Einde inhoudsopgave
Verordening (EU) nr. 648/2012 betreffende otc-derivaten, centrale tegenpartijen en transactieregisters
Artikel 25 undecies Geldboeten
Geldend
Geldend vanaf 01-01-2020
- Bronpublicatie:
23-10-2019, PbEU 2019, L 322 (uitgifte: 12-12-2019, regelingnummer: 2019/2099)
- Inwerkingtreding
01-01-2020
- Bronpublicatie inwerkingtreding:
23-10-2019, PbEU 2019, L 322 (uitgifte: 12-12-2019, regelingnummer: 2019/2099)
- Vakgebied(en)
Financieel recht / Bank- en effectenrecht
Financieel recht / Financieel toezicht (juridisch)
1.
Indien ESMA overeenkomstig artikel 25 decies, lid 5, tot de bevinding komt dat een CTP opzettelijk of uit onachtzaamheid een van de in bijlage III vermelde inbreuken heeft gepleegd, legt zij bij besluit een geldboete op overeenkomstig lid 2 van dit artikel.
Een inbreuk door een CTP wordt geacht opzettelijk te zijn gepleegd indien ESMA objectieve elementen vindt die erop wijzen dat de CTP of het hogere management van de CTP doelbewust handelde om de inbreuk te plegen.
2.
De basisbedragen van de in lid 1 bedoelde geldboeten zijn tot tweemaal het bedrag van de verkregen winst of het vermeden verlies dankzij de overtreding, indien die winst of dat verlies kan worden vastgesteld, of tot 10 % van de totale jaaromzet, zoals omschreven in het desbetreffende Unierecht, over het voorgaande boekjaar van een rechtspersoon.
3.
De in lid 2 vermelde basisbedragen worden zo nodig onder inaanmerkingneming van verzwarende of verzachtende factoren met de in bijlage IV bepaalde coëfficiënten aangepast.
De desbetreffende verzwarende coëfficiënten worden één voor één op het basisbedrag toegepast.
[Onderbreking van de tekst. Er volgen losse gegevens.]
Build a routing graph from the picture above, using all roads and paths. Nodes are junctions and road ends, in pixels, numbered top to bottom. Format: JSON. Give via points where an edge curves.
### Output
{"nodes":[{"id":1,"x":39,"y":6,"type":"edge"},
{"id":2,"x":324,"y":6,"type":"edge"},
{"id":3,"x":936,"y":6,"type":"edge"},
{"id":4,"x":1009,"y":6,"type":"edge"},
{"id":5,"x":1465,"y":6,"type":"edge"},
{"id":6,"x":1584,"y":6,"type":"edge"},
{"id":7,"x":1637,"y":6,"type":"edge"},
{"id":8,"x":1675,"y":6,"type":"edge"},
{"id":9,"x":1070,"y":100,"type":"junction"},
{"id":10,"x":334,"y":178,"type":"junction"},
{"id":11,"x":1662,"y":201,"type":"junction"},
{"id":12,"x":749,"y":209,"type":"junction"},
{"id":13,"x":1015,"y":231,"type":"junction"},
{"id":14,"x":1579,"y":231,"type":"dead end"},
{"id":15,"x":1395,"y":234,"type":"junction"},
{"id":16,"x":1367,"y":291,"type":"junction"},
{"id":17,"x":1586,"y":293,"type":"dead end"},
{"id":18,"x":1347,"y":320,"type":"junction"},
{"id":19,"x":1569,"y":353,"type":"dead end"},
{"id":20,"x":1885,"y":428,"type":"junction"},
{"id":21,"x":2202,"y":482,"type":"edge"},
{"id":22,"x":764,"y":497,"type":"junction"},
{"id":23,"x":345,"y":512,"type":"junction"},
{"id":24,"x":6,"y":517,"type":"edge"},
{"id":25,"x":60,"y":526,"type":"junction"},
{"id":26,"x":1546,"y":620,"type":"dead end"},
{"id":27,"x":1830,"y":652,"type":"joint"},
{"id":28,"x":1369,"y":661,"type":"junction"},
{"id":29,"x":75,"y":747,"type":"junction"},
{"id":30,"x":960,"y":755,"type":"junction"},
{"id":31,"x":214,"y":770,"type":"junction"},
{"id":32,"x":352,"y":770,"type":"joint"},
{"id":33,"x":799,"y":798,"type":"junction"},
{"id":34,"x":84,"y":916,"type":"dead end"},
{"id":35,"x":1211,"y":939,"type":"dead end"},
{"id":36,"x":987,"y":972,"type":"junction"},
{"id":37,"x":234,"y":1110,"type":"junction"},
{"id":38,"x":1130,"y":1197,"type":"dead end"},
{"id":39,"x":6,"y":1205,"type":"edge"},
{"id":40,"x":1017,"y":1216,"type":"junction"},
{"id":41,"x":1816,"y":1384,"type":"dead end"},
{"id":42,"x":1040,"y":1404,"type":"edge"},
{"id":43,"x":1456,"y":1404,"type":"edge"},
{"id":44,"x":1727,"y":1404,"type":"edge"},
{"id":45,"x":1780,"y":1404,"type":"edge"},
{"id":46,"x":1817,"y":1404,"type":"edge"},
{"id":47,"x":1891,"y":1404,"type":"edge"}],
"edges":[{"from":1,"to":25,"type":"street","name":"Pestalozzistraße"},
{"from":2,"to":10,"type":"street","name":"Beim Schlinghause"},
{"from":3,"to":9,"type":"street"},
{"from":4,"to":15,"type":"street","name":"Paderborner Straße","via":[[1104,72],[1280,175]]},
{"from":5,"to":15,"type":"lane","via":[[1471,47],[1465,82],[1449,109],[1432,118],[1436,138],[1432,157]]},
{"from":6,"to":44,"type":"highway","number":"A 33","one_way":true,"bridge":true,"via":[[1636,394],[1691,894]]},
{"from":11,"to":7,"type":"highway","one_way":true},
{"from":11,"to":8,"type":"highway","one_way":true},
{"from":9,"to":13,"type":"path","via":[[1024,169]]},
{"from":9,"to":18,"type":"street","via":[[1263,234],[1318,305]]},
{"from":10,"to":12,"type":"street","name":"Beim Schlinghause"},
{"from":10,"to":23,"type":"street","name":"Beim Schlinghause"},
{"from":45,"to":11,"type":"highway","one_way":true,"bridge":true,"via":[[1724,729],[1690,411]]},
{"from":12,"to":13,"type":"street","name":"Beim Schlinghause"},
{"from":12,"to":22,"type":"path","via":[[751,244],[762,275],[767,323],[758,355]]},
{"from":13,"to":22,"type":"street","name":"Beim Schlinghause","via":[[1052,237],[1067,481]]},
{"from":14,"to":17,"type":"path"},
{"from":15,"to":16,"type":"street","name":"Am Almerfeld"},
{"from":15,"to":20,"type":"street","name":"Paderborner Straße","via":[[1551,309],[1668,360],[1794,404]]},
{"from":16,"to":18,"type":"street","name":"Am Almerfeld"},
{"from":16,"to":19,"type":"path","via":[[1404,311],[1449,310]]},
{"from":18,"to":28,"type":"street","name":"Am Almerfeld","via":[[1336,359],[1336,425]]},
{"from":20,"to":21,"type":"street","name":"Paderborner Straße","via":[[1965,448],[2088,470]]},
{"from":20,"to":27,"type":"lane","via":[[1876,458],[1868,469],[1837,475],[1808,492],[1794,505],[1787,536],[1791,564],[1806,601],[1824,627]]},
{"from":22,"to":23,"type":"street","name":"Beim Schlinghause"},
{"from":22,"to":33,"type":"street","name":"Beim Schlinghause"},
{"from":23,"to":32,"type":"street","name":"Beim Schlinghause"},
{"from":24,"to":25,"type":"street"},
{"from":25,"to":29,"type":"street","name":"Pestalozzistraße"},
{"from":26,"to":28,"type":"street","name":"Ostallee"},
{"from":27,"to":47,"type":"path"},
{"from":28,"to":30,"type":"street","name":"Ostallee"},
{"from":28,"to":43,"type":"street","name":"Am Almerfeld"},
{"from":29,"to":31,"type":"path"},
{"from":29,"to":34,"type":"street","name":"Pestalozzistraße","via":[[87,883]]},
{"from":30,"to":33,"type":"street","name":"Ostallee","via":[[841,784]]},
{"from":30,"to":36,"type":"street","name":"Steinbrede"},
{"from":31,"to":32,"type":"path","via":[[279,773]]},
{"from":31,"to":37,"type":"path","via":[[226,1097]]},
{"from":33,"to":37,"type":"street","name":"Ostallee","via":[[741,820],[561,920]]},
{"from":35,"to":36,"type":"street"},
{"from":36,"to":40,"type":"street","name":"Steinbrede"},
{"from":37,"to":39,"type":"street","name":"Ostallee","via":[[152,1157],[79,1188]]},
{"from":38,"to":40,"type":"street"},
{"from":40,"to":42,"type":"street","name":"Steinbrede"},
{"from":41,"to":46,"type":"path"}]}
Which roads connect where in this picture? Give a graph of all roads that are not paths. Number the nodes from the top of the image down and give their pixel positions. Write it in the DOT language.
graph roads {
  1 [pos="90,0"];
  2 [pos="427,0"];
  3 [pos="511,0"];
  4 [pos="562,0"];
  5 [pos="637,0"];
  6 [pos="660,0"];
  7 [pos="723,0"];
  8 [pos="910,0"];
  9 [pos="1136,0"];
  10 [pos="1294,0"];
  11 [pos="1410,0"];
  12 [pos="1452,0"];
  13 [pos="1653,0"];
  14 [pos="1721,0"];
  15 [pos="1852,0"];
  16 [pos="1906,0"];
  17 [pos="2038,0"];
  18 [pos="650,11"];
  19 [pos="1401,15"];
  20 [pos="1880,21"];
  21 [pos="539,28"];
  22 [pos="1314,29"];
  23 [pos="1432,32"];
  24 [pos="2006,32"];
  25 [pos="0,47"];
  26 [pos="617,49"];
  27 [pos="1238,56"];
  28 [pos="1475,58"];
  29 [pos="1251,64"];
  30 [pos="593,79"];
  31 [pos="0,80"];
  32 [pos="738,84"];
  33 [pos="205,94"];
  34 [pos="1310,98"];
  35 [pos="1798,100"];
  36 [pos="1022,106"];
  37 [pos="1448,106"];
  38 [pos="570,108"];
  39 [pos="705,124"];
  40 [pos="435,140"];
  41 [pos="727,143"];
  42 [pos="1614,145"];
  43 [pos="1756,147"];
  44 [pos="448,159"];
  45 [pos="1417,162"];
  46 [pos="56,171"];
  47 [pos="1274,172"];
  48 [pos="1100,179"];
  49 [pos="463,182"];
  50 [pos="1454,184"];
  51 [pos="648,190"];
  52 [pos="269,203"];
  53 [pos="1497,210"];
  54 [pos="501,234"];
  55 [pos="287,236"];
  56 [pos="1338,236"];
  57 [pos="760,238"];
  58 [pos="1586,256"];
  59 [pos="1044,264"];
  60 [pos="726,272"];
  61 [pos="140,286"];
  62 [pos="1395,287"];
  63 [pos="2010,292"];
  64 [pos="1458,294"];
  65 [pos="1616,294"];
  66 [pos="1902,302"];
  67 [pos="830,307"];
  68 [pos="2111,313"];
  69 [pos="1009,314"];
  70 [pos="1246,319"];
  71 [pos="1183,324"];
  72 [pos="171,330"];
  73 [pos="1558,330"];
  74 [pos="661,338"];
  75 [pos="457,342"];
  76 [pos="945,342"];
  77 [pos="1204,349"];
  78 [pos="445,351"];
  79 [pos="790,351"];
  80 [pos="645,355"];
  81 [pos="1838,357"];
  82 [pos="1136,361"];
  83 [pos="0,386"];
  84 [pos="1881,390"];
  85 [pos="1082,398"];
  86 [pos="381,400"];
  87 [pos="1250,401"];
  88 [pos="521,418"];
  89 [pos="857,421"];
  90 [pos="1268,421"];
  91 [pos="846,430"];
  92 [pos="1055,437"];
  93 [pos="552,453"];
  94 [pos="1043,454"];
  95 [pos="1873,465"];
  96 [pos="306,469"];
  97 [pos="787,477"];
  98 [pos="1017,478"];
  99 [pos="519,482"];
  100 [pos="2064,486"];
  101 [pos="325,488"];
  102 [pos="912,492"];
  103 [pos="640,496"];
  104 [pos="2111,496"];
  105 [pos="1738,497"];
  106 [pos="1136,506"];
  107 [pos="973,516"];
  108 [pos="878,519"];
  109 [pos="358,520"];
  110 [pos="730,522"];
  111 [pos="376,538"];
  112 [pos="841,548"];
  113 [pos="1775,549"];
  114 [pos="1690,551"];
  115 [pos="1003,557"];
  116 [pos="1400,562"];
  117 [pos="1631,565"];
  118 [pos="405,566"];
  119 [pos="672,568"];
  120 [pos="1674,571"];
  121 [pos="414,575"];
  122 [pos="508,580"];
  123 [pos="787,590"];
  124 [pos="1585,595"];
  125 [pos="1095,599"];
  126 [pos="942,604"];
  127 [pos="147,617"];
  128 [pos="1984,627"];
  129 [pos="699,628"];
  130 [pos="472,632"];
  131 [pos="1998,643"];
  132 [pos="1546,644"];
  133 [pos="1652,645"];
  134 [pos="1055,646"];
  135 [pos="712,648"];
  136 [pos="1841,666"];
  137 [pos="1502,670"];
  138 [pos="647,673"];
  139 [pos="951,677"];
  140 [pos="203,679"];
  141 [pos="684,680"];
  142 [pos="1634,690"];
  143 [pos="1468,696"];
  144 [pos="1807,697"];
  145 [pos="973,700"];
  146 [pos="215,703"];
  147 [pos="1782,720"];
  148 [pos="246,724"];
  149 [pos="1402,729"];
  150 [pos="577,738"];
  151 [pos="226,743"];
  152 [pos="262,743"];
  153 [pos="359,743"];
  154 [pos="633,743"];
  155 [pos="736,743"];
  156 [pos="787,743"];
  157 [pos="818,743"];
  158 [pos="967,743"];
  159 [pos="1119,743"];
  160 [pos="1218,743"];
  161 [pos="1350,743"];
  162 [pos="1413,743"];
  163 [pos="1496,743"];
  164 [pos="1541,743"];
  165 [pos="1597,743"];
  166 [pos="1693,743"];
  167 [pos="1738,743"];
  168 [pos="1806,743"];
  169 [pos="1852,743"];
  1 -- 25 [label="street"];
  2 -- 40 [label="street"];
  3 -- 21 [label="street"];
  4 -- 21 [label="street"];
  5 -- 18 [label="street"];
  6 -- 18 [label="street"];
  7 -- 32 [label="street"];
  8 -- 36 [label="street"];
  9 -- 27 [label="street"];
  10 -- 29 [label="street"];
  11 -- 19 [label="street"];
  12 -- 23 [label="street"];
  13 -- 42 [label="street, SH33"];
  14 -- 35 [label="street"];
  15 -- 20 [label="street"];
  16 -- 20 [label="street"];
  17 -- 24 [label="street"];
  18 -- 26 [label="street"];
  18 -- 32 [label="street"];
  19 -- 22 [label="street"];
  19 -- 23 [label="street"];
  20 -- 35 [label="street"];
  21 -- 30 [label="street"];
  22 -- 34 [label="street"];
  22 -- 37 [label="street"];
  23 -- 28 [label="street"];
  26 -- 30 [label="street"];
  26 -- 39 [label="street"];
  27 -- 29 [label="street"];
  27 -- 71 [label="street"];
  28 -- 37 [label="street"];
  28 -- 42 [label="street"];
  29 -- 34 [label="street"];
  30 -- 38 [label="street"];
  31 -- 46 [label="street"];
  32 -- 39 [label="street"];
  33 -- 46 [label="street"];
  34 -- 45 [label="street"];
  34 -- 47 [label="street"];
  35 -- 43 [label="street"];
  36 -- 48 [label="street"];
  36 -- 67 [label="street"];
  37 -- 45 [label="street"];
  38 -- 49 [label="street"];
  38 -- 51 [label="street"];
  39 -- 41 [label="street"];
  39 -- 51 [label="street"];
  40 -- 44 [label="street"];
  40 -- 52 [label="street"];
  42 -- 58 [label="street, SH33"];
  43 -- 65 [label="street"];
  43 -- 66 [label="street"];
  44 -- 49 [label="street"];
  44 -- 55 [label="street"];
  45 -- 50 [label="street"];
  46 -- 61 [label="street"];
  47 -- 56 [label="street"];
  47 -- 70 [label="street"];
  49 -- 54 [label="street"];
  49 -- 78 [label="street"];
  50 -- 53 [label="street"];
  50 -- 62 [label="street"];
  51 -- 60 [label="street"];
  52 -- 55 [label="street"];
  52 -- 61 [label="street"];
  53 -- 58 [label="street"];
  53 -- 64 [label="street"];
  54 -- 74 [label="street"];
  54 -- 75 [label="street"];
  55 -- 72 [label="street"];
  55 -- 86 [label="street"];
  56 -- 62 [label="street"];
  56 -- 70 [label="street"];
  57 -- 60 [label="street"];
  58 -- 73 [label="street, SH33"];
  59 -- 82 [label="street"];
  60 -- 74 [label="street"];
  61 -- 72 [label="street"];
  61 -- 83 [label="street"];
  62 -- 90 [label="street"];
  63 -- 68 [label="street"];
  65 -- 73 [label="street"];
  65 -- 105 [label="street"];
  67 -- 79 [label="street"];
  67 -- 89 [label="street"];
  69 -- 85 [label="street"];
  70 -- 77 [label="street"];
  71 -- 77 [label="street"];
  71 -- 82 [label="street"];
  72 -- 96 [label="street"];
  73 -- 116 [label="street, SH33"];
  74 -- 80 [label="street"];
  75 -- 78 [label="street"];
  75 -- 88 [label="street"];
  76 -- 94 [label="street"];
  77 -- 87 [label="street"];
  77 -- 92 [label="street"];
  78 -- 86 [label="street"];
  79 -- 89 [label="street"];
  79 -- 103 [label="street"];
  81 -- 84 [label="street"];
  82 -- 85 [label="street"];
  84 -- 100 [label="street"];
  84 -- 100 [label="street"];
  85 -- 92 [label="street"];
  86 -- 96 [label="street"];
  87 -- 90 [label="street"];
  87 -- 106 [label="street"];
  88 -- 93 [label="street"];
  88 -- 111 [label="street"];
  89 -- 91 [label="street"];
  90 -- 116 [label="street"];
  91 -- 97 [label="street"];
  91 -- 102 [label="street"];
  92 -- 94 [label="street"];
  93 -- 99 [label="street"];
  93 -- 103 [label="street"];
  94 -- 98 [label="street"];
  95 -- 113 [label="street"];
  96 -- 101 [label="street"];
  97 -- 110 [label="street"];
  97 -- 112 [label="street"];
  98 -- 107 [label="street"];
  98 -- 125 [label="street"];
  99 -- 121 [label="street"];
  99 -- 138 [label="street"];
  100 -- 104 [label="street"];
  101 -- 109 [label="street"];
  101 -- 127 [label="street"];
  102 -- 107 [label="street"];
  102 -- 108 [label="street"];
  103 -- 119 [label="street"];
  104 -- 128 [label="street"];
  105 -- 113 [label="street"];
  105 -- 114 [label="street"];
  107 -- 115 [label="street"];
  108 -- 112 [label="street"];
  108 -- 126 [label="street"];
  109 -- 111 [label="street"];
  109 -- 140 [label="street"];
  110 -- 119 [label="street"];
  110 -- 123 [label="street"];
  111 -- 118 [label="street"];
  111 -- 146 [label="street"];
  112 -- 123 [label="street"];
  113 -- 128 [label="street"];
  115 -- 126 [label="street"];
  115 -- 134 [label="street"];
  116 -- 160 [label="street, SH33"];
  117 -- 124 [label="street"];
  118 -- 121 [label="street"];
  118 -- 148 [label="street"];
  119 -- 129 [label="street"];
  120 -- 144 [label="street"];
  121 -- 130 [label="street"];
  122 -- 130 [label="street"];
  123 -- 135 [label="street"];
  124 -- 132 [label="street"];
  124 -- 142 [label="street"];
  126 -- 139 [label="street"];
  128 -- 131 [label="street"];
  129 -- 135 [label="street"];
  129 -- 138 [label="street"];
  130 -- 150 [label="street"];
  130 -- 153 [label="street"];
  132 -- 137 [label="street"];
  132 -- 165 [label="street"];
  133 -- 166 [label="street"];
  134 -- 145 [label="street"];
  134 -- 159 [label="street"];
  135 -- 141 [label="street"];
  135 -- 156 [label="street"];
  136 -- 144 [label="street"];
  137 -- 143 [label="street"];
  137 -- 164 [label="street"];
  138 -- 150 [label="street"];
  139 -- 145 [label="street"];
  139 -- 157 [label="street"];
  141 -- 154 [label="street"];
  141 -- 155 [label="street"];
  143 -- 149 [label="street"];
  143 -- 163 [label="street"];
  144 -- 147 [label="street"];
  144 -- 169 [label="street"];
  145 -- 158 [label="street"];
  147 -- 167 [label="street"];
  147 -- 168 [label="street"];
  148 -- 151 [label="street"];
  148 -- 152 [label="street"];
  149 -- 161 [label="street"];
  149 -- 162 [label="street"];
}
Indien er meer dan één verzwarende coëfficiënt van toepassing is, wordt het verschil tussen het basisbedrag en het bedrag dat uit de toepassing van elke afzonderlijke verzwarende coëfficiënt resulteert, aan het basisbedrag toegevoegd.
De desbetreffende verzachtende coëfficiënten worden één voor één op het basisbedrag toegepast. Indien er meer dan één verzachtende coëfficiënt van toepassing is, wordt het verschil tussen het basisbedrag en het bedrag dat uit de toepassing van elke afzonderlijke verzachtende coëfficiënt resulteert, van het basisbedrag afgetrokken.
4.
Niettegenstaande de leden 2 en 3 mag de geldboete niet meer bedragen dan 20 % van de jaaromzet van de betrokken CTP over het voorgaande boekjaar, maar, indien de CTP direct of indirect financieel voordeel heeft gehad bij de inbreuk, is het bedrag van de geldboete ten minste gelijk aan dat voordeel.
Indien een handeling of verzuim van een CTP meer dan één van de in bijlage III vermelde inbreuken vormt, wordt alleen de hoogste overeenkomstig de leden 2 en 3 met betrekking tot een van die inbreuken berekende geldboete toegepast.